By H Dominic W Stiles, on 29 March 2019

According to Meir and Sandler’s 2008 book, A Language in Space: the Story of Israeli Sign Language (p.185), we know nothing of the signs used by deaf people, Jewish or Arabic, in the late Ottoman period in Jerusalem.  Persecution in Europe in the 1930s saw immigration into British mandated Palestine, and an early Deaf immigrant was Moshe Bamberger, who arrived in Jerusalem in 1935 (ibid).  A ‘Jewish School for Deaf Mutes’ had been established there in November, 1932, with the backing of a Jewish man from Shanghai who had lost his hearing, and a teacher from the Jewish Deaf School in Berlin was appointed as head.

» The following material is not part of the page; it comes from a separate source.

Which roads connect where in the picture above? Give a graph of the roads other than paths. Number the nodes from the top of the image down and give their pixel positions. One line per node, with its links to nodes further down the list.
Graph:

The Jewish school for the deaf, which has the major part in the education of the deaf in Palestine, was called into being mainly by the efforts of the otologist, Dr. Marcus Salzberger, who soon after his settling in Palestine (1923) conceived the plan to establish such a school. As funds were necessary for such an undertaking, the carrying out of plan took several years. He found in Miss Jessie Samter of Rechowoth, near Tel-Aviv, a valuable aid who succeeded in procuring some funds from America. To manage the school they found an instructor who professed to have had training in Poland to teach the deaf. Under these auspices there was opened in 1930 in Tel-Aviv the first Jewish school for the deaf in Palestine, an enterprise which lasted for two years. In the year 1929 there died in Shanghai one Leone A. Levy, who at the age of thirty had become deaf. He left his fortune to the Alliance Israélite Universelle with the request that a school for the deaf be established in a Jewish center. Dr. Salzberger went to Paris and prevailed upon Professor Sylvain Levy, the then president of the Alliance, to found the school in Jerusalem under the direction of a specialist in the education of the deaf from Germany, the present director. It was opened in November 1932 with two pupils. (Höxter, p.118-9)

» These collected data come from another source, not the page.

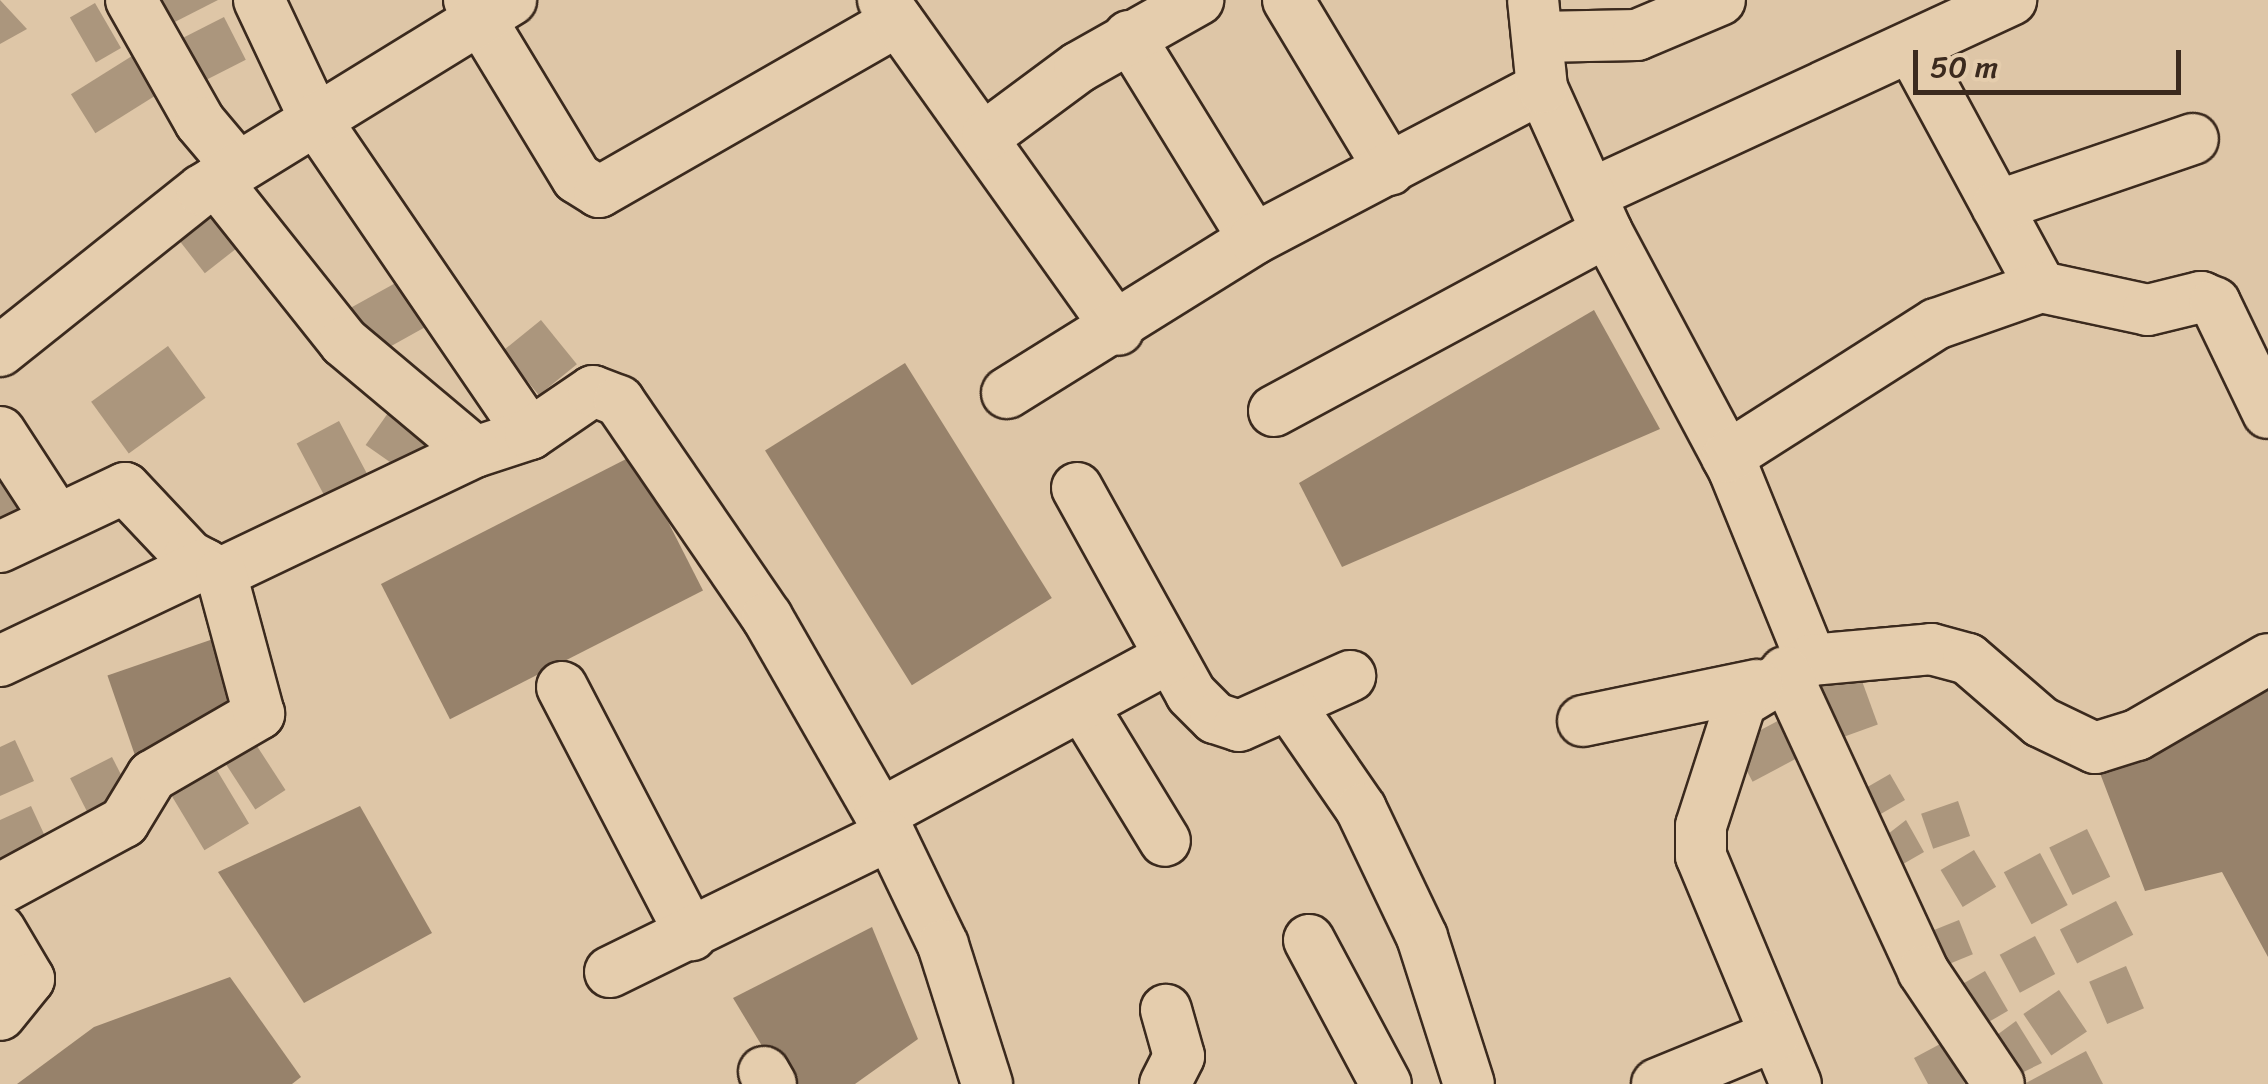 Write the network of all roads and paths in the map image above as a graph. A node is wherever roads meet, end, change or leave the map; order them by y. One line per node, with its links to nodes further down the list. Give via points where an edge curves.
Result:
1 (131, 0): 17 (street)
2 (259, 0): 13 (street)
3 (1198, 0): 10 (street)
4 (1288, 0): 16 (street)
5 (1720, 0): 9 (street, via 1637,35)
6 (2011, 0): 11 (street)
7 (487, 7): 8 (street, via 577,178 599,192); 13 (street)
8 (890, 10): 14 (street)
9 (1536, 19): 12 (street)
10 (1129, 36): 14 (street); 20 (street)
11 (1911, 48): 18 (street); 19 (street)
12 (1542, 88): 16 (street); 19 (street)
13 (315, 119): 17 (street); 28 (street)
14 (987, 135): 22 (street)
15 (2193, 139): 18 (street)
16 (1390, 170): 20 (street)
17 (227, 174): 23 (street); 29 (street, via 344,342)
18 (1997, 206): 21 (street)
19 (1599, 213): 26 (street); 30 (street)
20 (1254, 239): 22 (street)
21 (2041, 286): 24 (street, via 2148,310 2215,302); 30 (street, via 1936,324)
22 (1118, 330): 25 (street)
23 (0, 351)
24 (2263, 391)
25 (1007, 394)
26 (1274, 411)
27 (0, 432): 32 (street)
28 (530, 434): 29 (street); 44 (street, via 593,391 619,401 766,617)
29 (474, 452): 34 (street)
30 (1726, 457): 38 (street)
31 (1077, 488): 35 (street)
32 (56, 518): 33 (street); 34 (street, via 126,488)
33 (0, 547)
34 (212, 569): 37 (street); 46 (street, via 258,714 152,776 124,822)
35 (1170, 657): 41 (street); 42 (street, via 1215,718 1238,726)
36 (2268, 659): 38 (street, via 2137,735 2095,748 2041,722 1968,659 1931,649)
37 (0, 661)
38 (1784, 672): 43 (street); 53 (street, via 1742,702 1701,826 1701,856); 60 (street, via 1922,970)
39 (1350, 676): 42 (street)
40 (562, 687): 48 (street)
41 (1082, 705): 44 (street); 45 (street)
42 (1290, 706): 57 (street, via 1361,809 1422,938)
43 (1582, 721)
44 (884, 825): 48 (street); 54 (street, via 944,945)
45 (1165, 841)
46 (0, 889)
47 (0, 930): 52 (street, via 29,980)
48 (691, 935): 50 (street)
49 (1309, 940): 56 (street)
50 (610, 972)
51 (1166, 1010): 55 (street, via 1179,1056)
52 (0, 1015)
53 (1774, 1036): 58 (street); 59 (street)
54 (987, 1084)
55 (1166, 1084)
56 (1386, 1084)
57 (1468, 1084)
58 (1657, 1084)
59 (1796, 1084)
60 (1999, 1084)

The influence of German sign Language (DSL) was important on the development of Israeli sign Language.  Bamberger met two other Deaf people in Jerusalem, Aryeh Zuckerman, who had also been a pupil at the Berlin School at Weissensee, and a local man, Yehezkel Sella, and they formed the nucleus of the Jewish deaf community in Jerusalem (Meir and Sandler, p.186).  Although the Jerusalem school was oralist at first, it seems that when they could the children naturally used sign language (ibid p.198).  With contributions from immigrants from different places in Europe and native Deaf people, Israeli sign language had a mixed origin, which makes it interesting as a subject for linguists to study.

We have a document from 1969 by J. Shunary, attached below, which is a brief history of the formation of Israeli sign Language.  One of the sources was Zillah Farkash.  Neither of those people is mentioned in the index of Meir and Sandler, so perhaps they did not have this document.  Shunary says,

it is very difficult to determine which of the original German signs did in fact displace local signs, and which were rejected by the local deaf population as being unsuitable.  (For example, one source claims that the signs “not good,” “Jew,” and. “English” were discarded.)  Usually the Germen signs, described by one veteran as highly flexible and refined, were accepted as being in accordance with the character of locally used signs. It in therefore probable that there was a process of mutual interaction between local and imported signs, with a resulting trend towards increased refinement and stylization [sic] of newly created signs.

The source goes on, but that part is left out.